## [Supplied records]
----------------------------------------

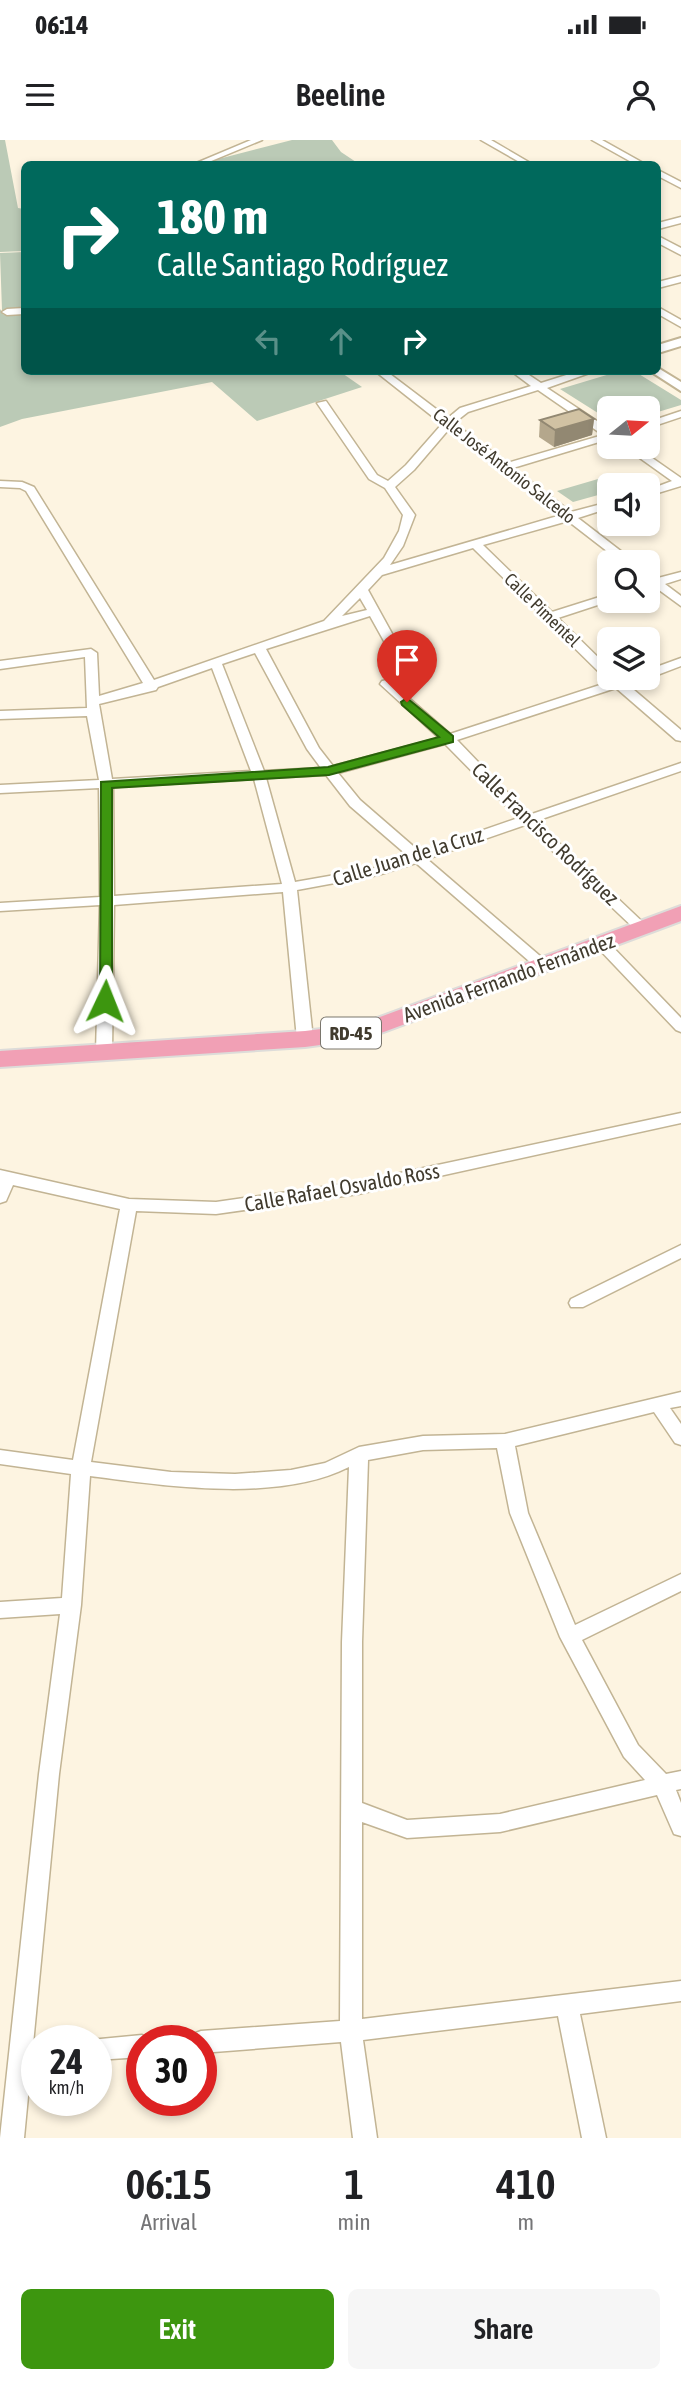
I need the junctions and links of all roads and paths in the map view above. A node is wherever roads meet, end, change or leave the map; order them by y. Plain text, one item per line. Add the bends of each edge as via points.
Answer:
1 (258, 140) edge
2 (485, 140) edge
3 (596, 140) edge
4 (206, 161) edge
5 (523, 161) edge
6 (635, 161) edge
7 (661, 175) edge
8 (681, 185) edge
9 (681, 220) edge
10 (661, 225) edge
11 (661, 241) edge
12 (681, 252) edge
13 (681, 279) edge
14 (661, 284) edge
15 (21, 311) edge
16 (7, 312) dead end
17 (661, 312) edge
18 (681, 324) edge
19 (681, 342) edge
20 (661, 348) edge
21 (661, 374) edge
22 (385, 375) edge
23 (522, 375) edge
24 (578, 375) edge
25 (540, 387) junction
26 (681, 387) edge
27 (321, 403) dead end
28 (681, 414) edge
29 (660, 421) edge
30 (449, 423) junction
31 (597, 427) edge
32 (597, 439) edge
33 (647, 459) edge
34 (505, 467) junction
35 (681, 482) edge
36 (0, 484) edge
37 (390, 486) junction
38 (660, 489) edge
39 (597, 509) edge
40 (571, 517) junction
41 (475, 545) junction
42 (614, 550) edge
43 (379, 572) junction
44 (681, 575) edge
45 (660, 580) edge
46 (361, 588) junction
47 (660, 588) edge
48 (348, 602) junction
49 (597, 602) edge
50 (681, 602) edge
51 (371, 608) junction
52 (549, 617) junction
53 (330, 622) junction
54 (259, 648) junction
55 (681, 662) edge
56 (216, 664) junction
57 (597, 664) edge
58 (0, 665) edge
59 (660, 670) edge
60 (597, 685) edge
61 (152, 687) junction
62 (626, 690) edge
63 (93, 706) junction
64 (0, 715) edge
65 (681, 737) edge
66 (448, 739) junction
67 (681, 767) edge
68 (329, 771) junction
69 (259, 775) junction
70 (106, 784) junction
71 (0, 789) edge
72 (527, 820) junction
73 (418, 858) junction
74 (290, 888) junction
75 (107, 898) junction
76 (0, 907) edge
77 (681, 913) edge
78 (643, 929) junction
79 (602, 944) junction
80 (542, 965) junction
81 (681, 1027) edge
82 (305, 1040) junction
83 (104, 1052) junction
84 (0, 1059) edge
85 (681, 1118) edge
86 (4, 1177) edge
87 (0, 1197) edge
88 (129, 1205) junction
89 (681, 1251) edge
90 (577, 1303) dead end
91 (681, 1399) edge
92 (658, 1405) junction
93 (681, 1438) edge
94 (505, 1441) junction
95 (359, 1454) junction
96 (0, 1457) edge
97 (81, 1468) junction
98 (681, 1582) edge
99 (71, 1605) junction
100 (0, 1610) edge
101 (570, 1637) junction
102 (672, 1783) edge
103 (352, 1810) junction
104 (681, 1827) edge
105 (681, 1991) edge
106 (567, 2005) junction
107 (31, 2025) edge
108 (351, 2031) junction
109 (217, 2041) edge
110 (21, 2094) edge
111 (12, 2138) edge
112 (365, 2138) edge
113 (594, 2138) edge

1 - 4 street
2 - 5 street
3 - 6 street
7 - 8 street
9 - 10 street
11 - 12 street
13 - 14 street
15 - 16 street
17 - 18 street
19 - 20 street
21 - 26 street
22 - 30 street, Calle José Antonio Salcedo
23 - 25 street
24 - 25 street
25 - 30 street via 464,410
25 - 31 street
27 - 37 street via 373,477
28 - 29 street
30 - 34 street, Calle José Antonio Salcedo
30 - 37 street via 408,473
32 - 34 street
33 - 35 street
34 - 40 street, Calle José Antonio Salcedo
35 - 38 street
36 - 61 street via 30,489
37 - 43 street via 409,515 402,540
39 - 40 street
40 - 41 street
40 - 42 street, Calle José Antonio Salcedo
41 - 43 street
41 - 52 street, Calle Pimentel
43 - 46 street
44 - 45 street
46 - 48 street
46 - 51 street, Calle Francisco Rodríguez
47 - 50 street
48 - 51 street
48 - 53 street
49 - 52 street
51 - 53 street
51 - 66 street, Calle Francisco Rodríguez via 411,679 386,684
52 - 57 street, Calle Pimentel
53 - 54 street
54 - 56 street
54 - 68 street
55 - 59 street
56 - 61 street
56 - 69 street
58 - 63 street via 91,653
60 - 66 street
61 - 63 street
62 - 65 street, Calle Pimentel
63 - 64 street
63 - 70 street
66 - 68 street
66 - 72 street, Calle Francisco Rodríguez
67 - 72 street, Calle Juan de la Cruz
68 - 69 street
68 - 73 street via 355,803
69 - 70 street
69 - 74 street
70 - 71 street
70 - 75 street
72 - 73 street, Calle Juan de la Cruz
72 - 78 street, Calle Francisco Rodríguez
73 - 74 street, Calle Juan de la Cruz via 353,877
73 - 80 street
74 - 75 street, Calle Juan de la Cruz
74 - 82 street
75 - 76 street, Calle Juan de la Cruz
75 - 83 street
77 - 78 main road, Avenida Fernando Fernández / RD-45
78 - 79 main road, Avenida Fernando Fernández / RD-45
79 - 80 main road, Avenida Fernando Fernández / RD-45
79 - 81 street
80 - 82 main road, Avenida Fernando Fernández / RD-45 via 365,1031
82 - 83 main road, Avenida Fernando Fernández / RD-45
83 - 84 main road, Avenida Fernando Fernández / RD-45
85 - 88 street, Calle Rafael Osvaldo Ross via 494,1161 269,1203 216,1208
86 - 87 street
86 - 88 street, Calle Rafael Osvaldo Ross
88 - 97 street
89 - 90 street
91 - 92 street
92 - 93 street
92 - 94 street
94 - 95 street via 423,1443
94 - 101 street via 519,1513
95 - 97 street via 329,1469 235,1481
95 - 103 street
96 - 97 street
97 - 99 street
98 - 101 street
99 - 100 street
99 - 107 street via 49,1774
101 - 102 street via 631,1751
102 - 103 street via 500,1823 407,1829
102 - 104 street
103 - 108 street
105 - 106 street
106 - 108 street
106 - 113 street
108 - 109 street
108 - 112 street
110 - 111 street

----------------------------------------

## [Problem requirements]
Repeat the material exactly and drop each image.

## [Task response]
I need the junctions and links of all roads and paths in the map view above. A node is wherever roads meet, end, change or leave the map; order them by y. Plain text, one item per line. Add the bends of each edge as via points.
Answer:
1 (258, 140) edge
2 (485, 140) edge
3 (596, 140) edge
4 (206, 161) edge
5 (523, 161) edge
6 (635, 161) edge
7 (661, 175) edge
8 (681, 185) edge
9 (681, 220) edge
10 (661, 225) edge
11 (661, 241) edge
12 (681, 252) edge
13 (681, 279) edge
14 (661, 284) edge
15 (21, 311) edge
16 (7, 312) dead end
17 (661, 312) edge
18 (681, 324) edge
19 (681, 342) edge
20 (661, 348) edge
21 (661, 374) edge
22 (385, 375) edge
23 (522, 375) edge
24 (578, 375) edge
25 (540, 387) junction
26 (681, 387) edge
27 (321, 403) dead end
28 (681, 414) edge
29 (660, 421) edge
30 (449, 423) junction
31 (597, 427) edge
32 (597, 439) edge
33 (647, 459) edge
34 (505, 467) junction
35 (681, 482) edge
36 (0, 484) edge
37 (390, 486) junction
38 (660, 489) edge
39 (597, 509) edge
40 (571, 517) junction
41 (475, 545) junction
42 (614, 550) edge
43 (379, 572) junction
44 (681, 575) edge
45 (660, 580) edge
46 (361, 588) junction
47 (660, 588) edge
48 (348, 602) junction
49 (597, 602) edge
50 (681, 602) edge
51 (371, 608) junction
52 (549, 617) junction
53 (330, 622) junction
54 (259, 648) junction
55 (681, 662) edge
56 (216, 664) junction
57 (597, 664) edge
58 (0, 665) edge
59 (660, 670) edge
60 (597, 685) edge
61 (152, 687) junction
62 (626, 690) edge
63 (93, 706) junction
64 (0, 715) edge
65 (681, 737) edge
66 (448, 739) junction
67 (681, 767) edge
68 (329, 771) junction
69 (259, 775) junction
70 (106, 784) junction
71 (0, 789) edge
72 (527, 820) junction
73 (418, 858) junction
74 (290, 888) junction
75 (107, 898) junction
76 (0, 907) edge
77 (681, 913) edge
78 (643, 929) junction
79 (602, 944) junction
80 (542, 965) junction
81 (681, 1027) edge
82 (305, 1040) junction
83 (104, 1052) junction
84 (0, 1059) edge
85 (681, 1118) edge
86 (4, 1177) edge
87 (0, 1197) edge
88 (129, 1205) junction
89 (681, 1251) edge
90 (577, 1303) dead end
91 (681, 1399) edge
92 (658, 1405) junction
93 (681, 1438) edge
94 (505, 1441) junction
95 (359, 1454) junction
96 (0, 1457) edge
97 (81, 1468) junction
98 (681, 1582) edge
99 (71, 1605) junction
100 (0, 1610) edge
101 (570, 1637) junction
102 (672, 1783) edge
103 (352, 1810) junction
104 (681, 1827) edge
105 (681, 1991) edge
106 (567, 2005) junction
107 (31, 2025) edge
108 (351, 2031) junction
109 (217, 2041) edge
110 (21, 2094) edge
111 (12, 2138) edge
112 (365, 2138) edge
113 (594, 2138) edge

1 - 4 street
2 - 5 street
3 - 6 street
7 - 8 street
9 - 10 street
11 - 12 street
13 - 14 street
15 - 16 street
17 - 18 street
19 - 20 street
21 - 26 street
22 - 30 street, Calle José Antonio Salcedo
23 - 25 street
24 - 25 street
25 - 30 street via 464,410
25 - 31 street
27 - 37 street via 373,477
28 - 29 street
30 - 34 street, Calle José Antonio Salcedo
30 - 37 street via 408,473
32 - 34 street
33 - 35 street
34 - 40 street, Calle José Antonio Salcedo
35 - 38 street
36 - 61 street via 30,489
37 - 43 street via 409,515 402,540
39 - 40 street
40 - 41 street
40 - 42 street, Calle José Antonio Salcedo
41 - 43 street
41 - 52 street, Calle Pimentel
43 - 46 street
44 - 45 street
46 - 48 street
46 - 51 street, Calle Francisco Rodríguez
47 - 50 street
48 - 51 street
48 - 53 street
49 - 52 street
51 - 53 street
51 - 66 street, Calle Francisco Rodríguez via 411,679 386,684
52 - 57 street, Calle Pimentel
53 - 54 street
54 - 56 street
54 - 68 street
55 - 59 street
56 - 61 street
56 - 69 street
58 - 63 street via 91,653
60 - 66 street
61 - 63 street
62 - 65 street, Calle Pimentel
63 - 64 street
63 - 70 street
66 - 68 street
66 - 72 street, Calle Francisco Rodríguez
67 - 72 street, Calle Juan de la Cruz
68 - 69 street
68 - 73 street via 355,803
69 - 70 street
69 - 74 street
70 - 71 street
70 - 75 street
72 - 73 street, Calle Juan de la Cruz
72 - 78 street, Calle Francisco Rodríguez
73 - 74 street, Calle Juan de la Cruz via 353,877
73 - 80 street
74 - 75 street, Calle Juan de la Cruz
74 - 82 street
75 - 76 street, Calle Juan de la Cruz
75 - 83 street
77 - 78 main road, Avenida Fernando Fernández / RD-45
78 - 79 main road, Avenida Fernando Fernández / RD-45
79 - 80 main road, Avenida Fernando Fernández / RD-45
79 - 81 street
80 - 82 main road, Avenida Fernando Fernández / RD-45 via 365,1031
82 - 83 main road, Avenida Fernando Fernández / RD-45
83 - 84 main road, Avenida Fernando Fernández / RD-45
85 - 88 street, Calle Rafael Osvaldo Ross via 494,1161 269,1203 216,1208
86 - 87 street
86 - 88 street, Calle Rafael Osvaldo Ross
88 - 97 street
89 - 90 street
91 - 92 street
92 - 93 street
92 - 94 street
94 - 95 street via 423,1443
94 - 101 street via 519,1513
95 - 97 street via 329,1469 235,1481
95 - 103 street
96 - 97 street
97 - 99 street
98 - 101 street
99 - 100 street
99 - 107 street via 49,1774
101 - 102 street via 631,1751
102 - 103 street via 500,1823 407,1829
102 - 104 street
103 - 108 street
105 - 106 street
106 - 108 street
106 - 113 street
108 - 109 street
108 - 112 street
110 - 111 street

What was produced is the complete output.